Sen. Arlen Specter, top Republican on the Senate Judiciary panel, urged his colleagues to begin Mukasey's confirmation quickly.
"There is no doubt that the Department of Justice has been in disarray for some time," said Specter, R-Pa. "So that I think it is very important to act promptly, not with undue haste, getting an opportunity to review Judge Mukasey's background."
Assistant Attorney General Peter Keisler will serve as acting attorney general during Mukasey's confirmation process. Keisler, who has been nominated for a federal judgeship, had planned to resign from the Justice Department but agreed to stay on to free up Solicitor General Paul Clement -- the department's highest-ranking Senate-confirmed official -- to focus on Supreme Court hearings that begin next month.
Mukasey, a partner at New York-based law firm Patterson Belknap Webb & Tyler, is also a close friend to former New York Mayor Rudy Giuliani, a Republican. He is stepping down as an adviser to Giuliani's presidential campaign, on which he served as part of an advisory committee on judicial nominations.

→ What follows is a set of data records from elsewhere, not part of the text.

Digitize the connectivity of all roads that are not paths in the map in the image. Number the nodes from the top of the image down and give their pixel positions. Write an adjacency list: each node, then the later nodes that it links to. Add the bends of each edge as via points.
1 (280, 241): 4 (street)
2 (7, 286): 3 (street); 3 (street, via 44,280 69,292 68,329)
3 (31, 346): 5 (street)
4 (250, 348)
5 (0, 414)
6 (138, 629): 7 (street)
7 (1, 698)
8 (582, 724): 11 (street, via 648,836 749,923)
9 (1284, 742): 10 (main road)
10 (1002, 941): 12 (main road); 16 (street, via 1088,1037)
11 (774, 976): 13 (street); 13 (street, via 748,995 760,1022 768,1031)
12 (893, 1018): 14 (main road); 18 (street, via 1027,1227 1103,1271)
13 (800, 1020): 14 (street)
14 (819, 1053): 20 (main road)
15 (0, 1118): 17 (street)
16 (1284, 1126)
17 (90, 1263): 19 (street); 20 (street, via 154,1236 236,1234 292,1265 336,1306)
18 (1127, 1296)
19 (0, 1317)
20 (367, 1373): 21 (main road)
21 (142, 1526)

Mukasey did not suffer fools lightly from the bench -- and probably wouldn't if confirmed to the 15-month stint at the Justice Department.
"He wanted to get right to the core of the issue," said Michael Horowitz, a former senior Justice Department prosecutor who argued several cases in front of Mukasey. "He was always prepared and he knew the issues. So he didn't need a lot of the background, a lot of the fluff that you often get in arguments."

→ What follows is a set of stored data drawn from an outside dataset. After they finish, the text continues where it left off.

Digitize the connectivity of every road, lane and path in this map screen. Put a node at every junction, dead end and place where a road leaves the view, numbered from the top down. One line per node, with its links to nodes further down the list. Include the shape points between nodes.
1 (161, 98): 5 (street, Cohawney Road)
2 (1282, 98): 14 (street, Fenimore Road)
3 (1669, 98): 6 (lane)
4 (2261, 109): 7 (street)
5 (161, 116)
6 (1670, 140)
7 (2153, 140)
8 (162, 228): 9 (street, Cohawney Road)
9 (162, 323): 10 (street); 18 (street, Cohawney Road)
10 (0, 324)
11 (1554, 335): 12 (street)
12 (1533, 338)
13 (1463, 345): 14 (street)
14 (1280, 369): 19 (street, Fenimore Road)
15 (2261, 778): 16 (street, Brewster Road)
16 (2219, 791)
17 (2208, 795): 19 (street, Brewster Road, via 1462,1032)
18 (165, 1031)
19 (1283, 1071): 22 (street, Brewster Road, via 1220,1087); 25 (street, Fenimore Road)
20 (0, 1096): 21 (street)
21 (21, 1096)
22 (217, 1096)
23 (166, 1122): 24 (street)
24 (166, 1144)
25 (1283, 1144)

Still, Mukasey may have some learning to do in Washington.
"The big question is whether he can successfully make the transition from a judicial mind-set to a political one," said Brad Berenson, a lawyer who formerly worked in the counsel's office of the Bush White House and called Mukasey honorable and smart. "The jobs of being a judge and a Cabinet official are very different, and so are the necessary approaches to leading and making decisions."